What you should do -> Every record below should be written out exactly; pictures stay out.

Given records ->

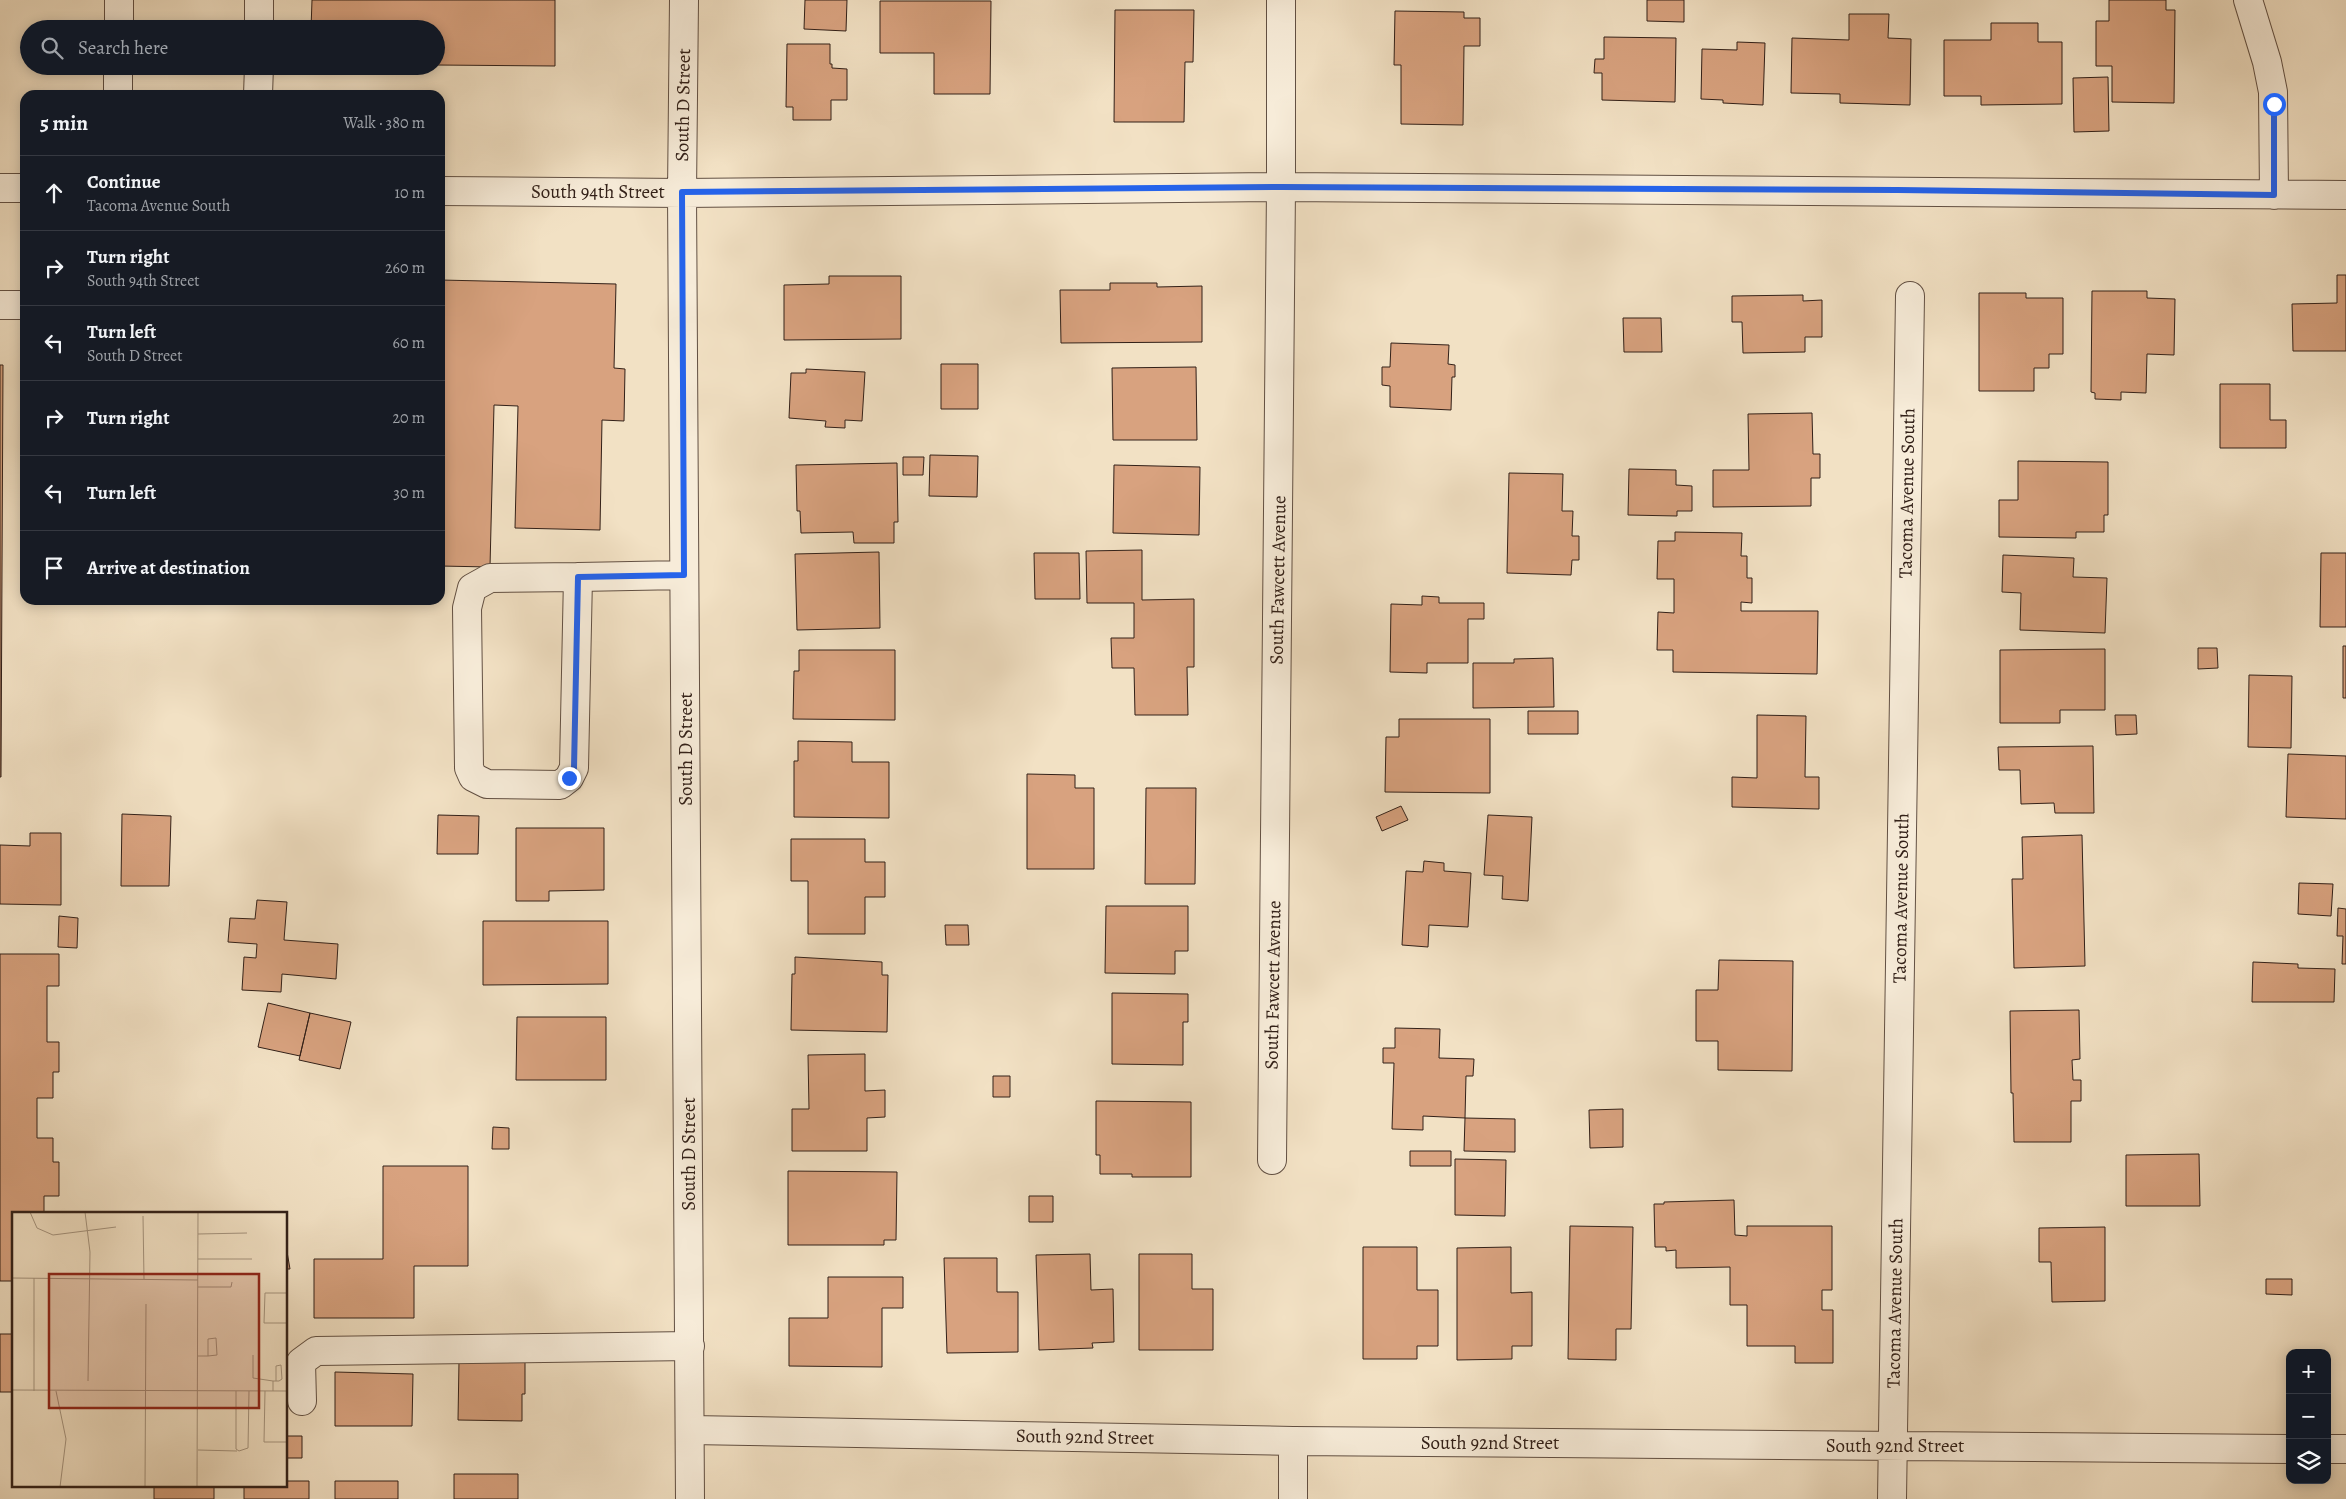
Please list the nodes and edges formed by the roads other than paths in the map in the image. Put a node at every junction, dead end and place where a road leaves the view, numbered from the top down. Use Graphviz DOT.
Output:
graph roads {
  1 [pos="119,0"];
  2 [pos="259,0"];
  3 [pos="684,0"];
  4 [pos="1281,0"];
  5 [pos="2248,0"];
  6 [pos="119,20"];
  7 [pos="259,20"];
  8 [pos="118,75"];
  9 [pos="258,75"];
  10 [pos="118,90"];
  11 [pos="258,90"];
  12 [pos="1282,187"];
  13 [pos="0,188"];
  14 [pos="20,188"];
  15 [pos="445,191"];
  16 [pos="682,192"];
  17 [pos="2274,195"];
  18 [pos="2346,195"];
  19 [pos="1910,296"];
  20 [pos="0,305"];
  21 [pos="20,305"];
  22 [pos="684,575"];
  23 [pos="578,577"];
  24 [pos="1272,1160"];
  25 [pos="690,1346"];
  26 [pos="302,1401"];
  27 [pos="690,1430"];
  28 [pos="1293,1441"];
  29 [pos="1893,1446"];
  30 [pos="2286,1449"];
  31 [pos="2331,1449"];
  32 [pos="2346,1450"];
  33 [pos="690,1499"];
  34 [pos="1293,1499"];
  35 [pos="1892,1499"];
  1 -- 6 [label="street"];
  2 -- 7 [label="street"];
  3 -- 16 [label="street, South D Street"];
  4 -- 12 [label="street, South Fawcett Avenue"];
  5 -- 17 [label="street"];
  8 -- 10 [label="street"];
  9 -- 11 [label="street"];
  12 -- 16 [label="street, South 94th Street"];
  12 -- 17 [label="street, South 94th Street"];
  12 -- 24 [label="street, South Fawcett Avenue"];
  13 -- 14 [label="street"];
  15 -- 16 [label="street, South 94th Street"];
  16 -- 22 [label="street, South D Street"];
  17 -- 18 [label="street, South 94th Street"];
  19 -- 29 [label="street, Tacoma Avenue South"];
  20 -- 21 [label="street"];
  22 -- 23 [label="street"];
  22 -- 25 [label="street, South D Street"];
  23 -- 23 [label="street"];
  25 -- 26 [label="street"];
  25 -- 27 [label="street, South D Street"];
  27 -- 28 [label="street, South 92nd Street"];
  27 -- 33 [label="street, South D Street"];
  28 -- 29 [label="street, South 92nd Street"];
  28 -- 34 [label="street"];
  29 -- 30 [label="street, South 92nd Street"];
  29 -- 35 [label="street, Tacoma Avenue South"];
  31 -- 32 [label="street"];
}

Reply ->
Please list the nodes and edges formed by the roads other than paths in the map in the image. Put a node at every junction, dead end and place where a road leaves the view, numbered from the top down. Use Graphviz DOT.
Output:
graph roads {
  1 [pos="119,0"];
  2 [pos="259,0"];
  3 [pos="684,0"];
  4 [pos="1281,0"];
  5 [pos="2248,0"];
  6 [pos="119,20"];
  7 [pos="259,20"];
  8 [pos="118,75"];
  9 [pos="258,75"];
  10 [pos="118,90"];
  11 [pos="258,90"];
  12 [pos="1282,187"];
  13 [pos="0,188"];
  14 [pos="20,188"];
  15 [pos="445,191"];
  16 [pos="682,192"];
  17 [pos="2274,195"];
  18 [pos="2346,195"];
  19 [pos="1910,296"];
  20 [pos="0,305"];
  21 [pos="20,305"];
  22 [pos="684,575"];
  23 [pos="578,577"];
  24 [pos="1272,1160"];
  25 [pos="690,1346"];
  26 [pos="302,1401"];
  27 [pos="690,1430"];
  28 [pos="1293,1441"];
  29 [pos="1893,1446"];
  30 [pos="2286,1449"];
  31 [pos="2331,1449"];
  32 [pos="2346,1450"];
  33 [pos="690,1499"];
  34 [pos="1293,1499"];
  35 [pos="1892,1499"];
  1 -- 6 [label="street"];
  2 -- 7 [label="street"];
  3 -- 16 [label="street, South D Street"];
  4 -- 12 [label="street, South Fawcett Avenue"];
  5 -- 17 [label="street"];
  8 -- 10 [label="street"];
  9 -- 11 [label="street"];
  12 -- 16 [label="street, South 94th Street"];
  12 -- 17 [label="street, South 94th Street"];
  12 -- 24 [label="street, South Fawcett Avenue"];
  13 -- 14 [label="street"];
  15 -- 16 [label="street, South 94th Street"];
  16 -- 22 [label="street, South D Street"];
  17 -- 18 [label="street, South 94th Street"];
  19 -- 29 [label="street, Tacoma Avenue South"];
  20 -- 21 [label="street"];
  22 -- 23 [label="street"];
  22 -- 25 [label="street, South D Street"];
  23 -- 23 [label="street"];
  25 -- 26 [label="street"];
  25 -- 27 [label="street, South D Street"];
  27 -- 28 [label="street, South 92nd Street"];
  27 -- 33 [label="street, South D Street"];
  28 -- 29 [label="street, South 92nd Street"];
  28 -- 34 [label="street"];
  29 -- 30 [label="street, South 92nd Street"];
  29 -- 35 [label="street, Tacoma Avenue South"];
  31 -- 32 [label="street"];
}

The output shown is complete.